The registry-verified flag is True only when a person has clicked through to the regulator's own public registry and confirmed the license number resolves to the company the operator claims as owner. For UK Gambling Commission licenses, a separate weekly cron re-checks every active license against the public register and logs status changes (Granted, Revoked, Suspended, and so on). For Curaçao, Anjouan, and similar regulators that publish no machine-readable registry, this stays False even when the license appears on the operator's own page. That gap is honest.
Evidence grading
Every claim on the site carries an evidence grade:
- A: first-party measurement. We conducted a withdrawal test. The page shows a transaction hash. There are zero of these in the database right now.
- B: third-party measurement. A documented test by a known third party (industry researcher, named YouTuber). Limited; included with explicit attribution.
- C: operator claim. The operator says it on its own pages. We record the source URL and the captured text verbatim. Treated as the weakest evidence.
- D: user report. Reddit, forum, or social-media claim. Anecdotal; we do not currently ingest these.
- E: unverified. Anything else.
The verdict (Verified / Caution advised / Insufficient evidence) is computed from licenses, registry checks, on-chain count, and evidence grades available on the operator. It is deterministic: same data in, same verdict out. The logic lives in apps/operators/services/verdict.py if you want to audit it.
Audit-only mode
Until first-party tests exist for an operator, that operator's page carries an audit-only banner: "We have not personally tested withdrawals from this operator." The page is then an audit profile based on on-chain activity, licenses, and operator-stated information. It is not a withdrawal test report.
The site will move out of audit-only mode for an operator only when one of the following happens:
- We run our own withdrawal test.
- A credible third-party test exists and we can cite it with a documented URL.

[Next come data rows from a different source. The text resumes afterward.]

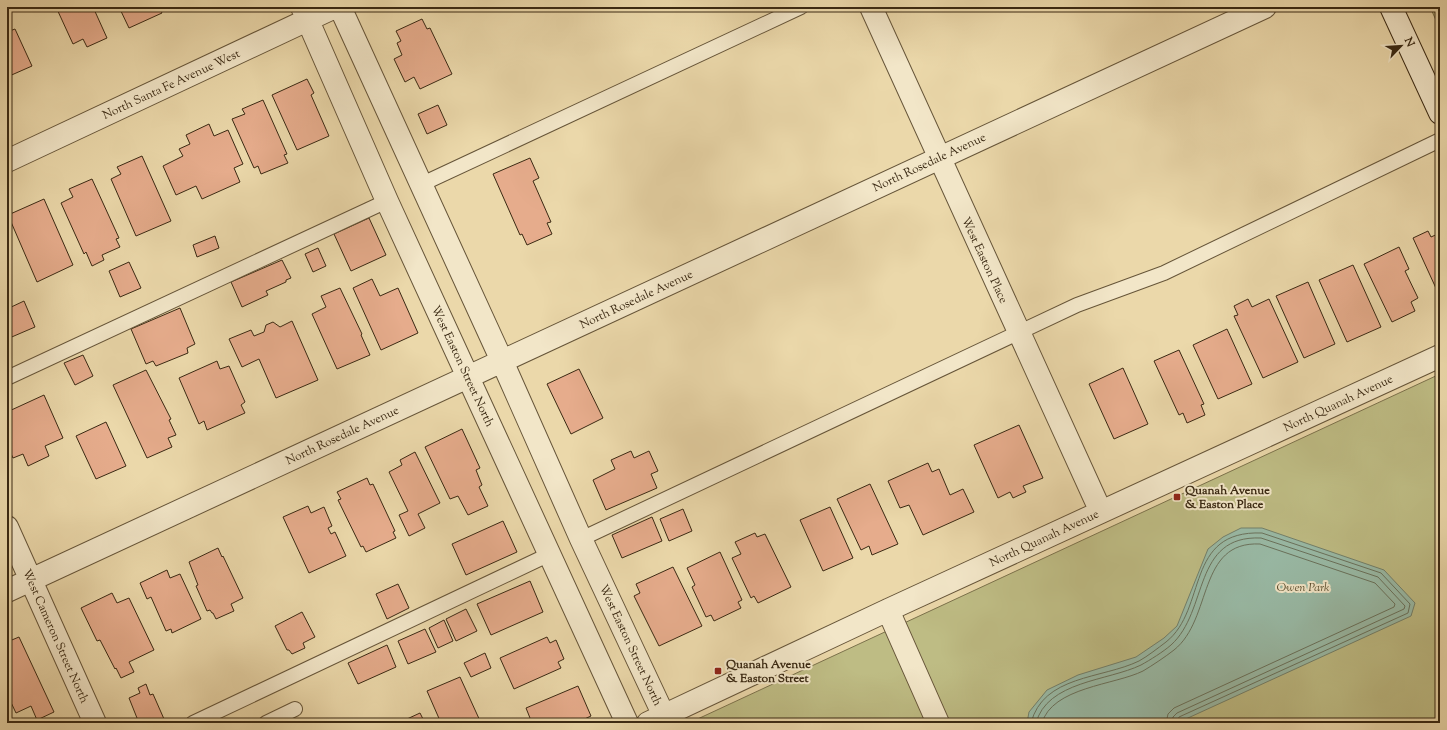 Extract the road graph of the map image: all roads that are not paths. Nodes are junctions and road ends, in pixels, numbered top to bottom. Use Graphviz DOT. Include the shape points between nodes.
graph roads {
  1 [pos="335,7"];
  2 [pos="340,7"];
  3 [pos="800,7"];
  4 [pos="871,7"];
  5 [pos="1264,7"];
  6 [pos="1391,7"];
  7 [pos="305,14"];
  8 [pos="1440,113"];
  9 [pos="1440,140"];
  10 [pos="938,157"];
  11 [pos="7,161"];
  12 [pos="422,184"];
  13 [pos="387,201"];
  14 [pos="1019,332"];
  15 [pos="1440,356"];
  16 [pos="502,361"];
  17 [pos="468,376"];
  18 [pos="7,378"];
  19 [pos="1101,512"];
  20 [pos="7,527"];
  21 [pos="581,539"];
  22 [pos="550,554"];
  23 [pos="31,579"];
  24 [pos="7,591"];
  25 [pos="888,610"];
  26 [pos="295,709"];
  27 [pos="656,719"];
  28 [pos="95,723"];
  29 [pos="193,723"];
  30 [pos="266,723"];
  31 [pos="628,723"];
  32 [pos="938,723"];
  1 -- 7 [label="street, North Santa Fe Avenue West"];
  2 -- 12 [label="street, West Easton Street North"];
  3 -- 12 [label="lane"];
  4 -- 10 [label="street, West Easton Place"];
  5 -- 10 [label="street, North Rosedale Avenue"];
  6 -- 8 [label="street"];
  7 -- 11 [label="street, North Santa Fe Avenue West"];
  7 -- 13 [label="street, West Easton Street North"];
  9 -- 14 [label="lane" via="1164,274 1077,305"];
  10 -- 14 [label="street, West Easton Place"];
  10 -- 16 [label="street, North Rosedale Avenue"];
  12 -- 16 [label="street, West Easton Street North"];
  13 -- 17 [label="street, West Easton Street North"];
  13 -- 18 [label="lane"];
  14 -- 19 [label="street, West Easton Place"];
  14 -- 21 [label="lane"];
  15 -- 19 [label="street, North Quanah Avenue"];
  16 -- 17 [label="street, North Rosedale Avenue"];
  16 -- 21 [label="street, West Easton Street North"];
  17 -- 22 [label="street, West Easton Street North"];
  17 -- 23 [label="street, North Rosedale Avenue"];
  19 -- 25 [label="street, North Quanah Avenue"];
  20 -- 23 [label="street, West Cameron Street North"];
  21 -- 27 [label="street, West Easton Street North"];
  22 -- 29 [label="lane"];
  22 -- 31 [label="street, West Easton Street North"];
  23 -- 24 [label="street, North Rosedale Avenue"];
  23 -- 28 [label="street, West Cameron Street North"];
  25 -- 27 [label="street, North Quanah Avenue"];
  25 -- 32 [label="street"];
  26 -- 30 [label="lane"];
}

There is no editorial path to remove the audit-only banner. The code reads from the database.
Affiliate disclosure
We earn commission when a reader clicks an affiliate link on our site and registers at the operator. This income does not change verdicts, on-chain rankings, or banner copy. Affiliate links carry rel="noopener nofollow sponsored" and a visible disclosure above the first link on every page.
Operators in Watchlist tier have no affiliate links at all. The page is an audit profile, not a referral surface.
Corrections policy
If you spot an error (wrong license number, stale homepage URL, an operator no longer accepting US players, a wallet attribution we got wrong), write to [email protected] with the page URL and the specific claim. I read everything and reply within a few days.
When a correction lands on the site, an entry goes into the changelog with the date and what changed. If a correction reveals a flaw in our methodology, not just in the data, the relevant section of this page changes too.
Limits of what we publish
We do not publish:
- Full transaction hashes on operator pages. The redirect at
/verify/resolves to the explorer when the test is first-party (Level A); the full hash is admin-only./ - Destination wallets of winners.
- Personal information about operator staff beyond what they publish themselves on About pages.
- Hype phrases promising certainty about payout outcomes, perfect safety, or superlatives without evidence. A site validator blocks the standard list of these phrases at save time.
- Affiliate links on Watchlist-tier operators.
If you find any of these on the site, that is a bug. Tell me.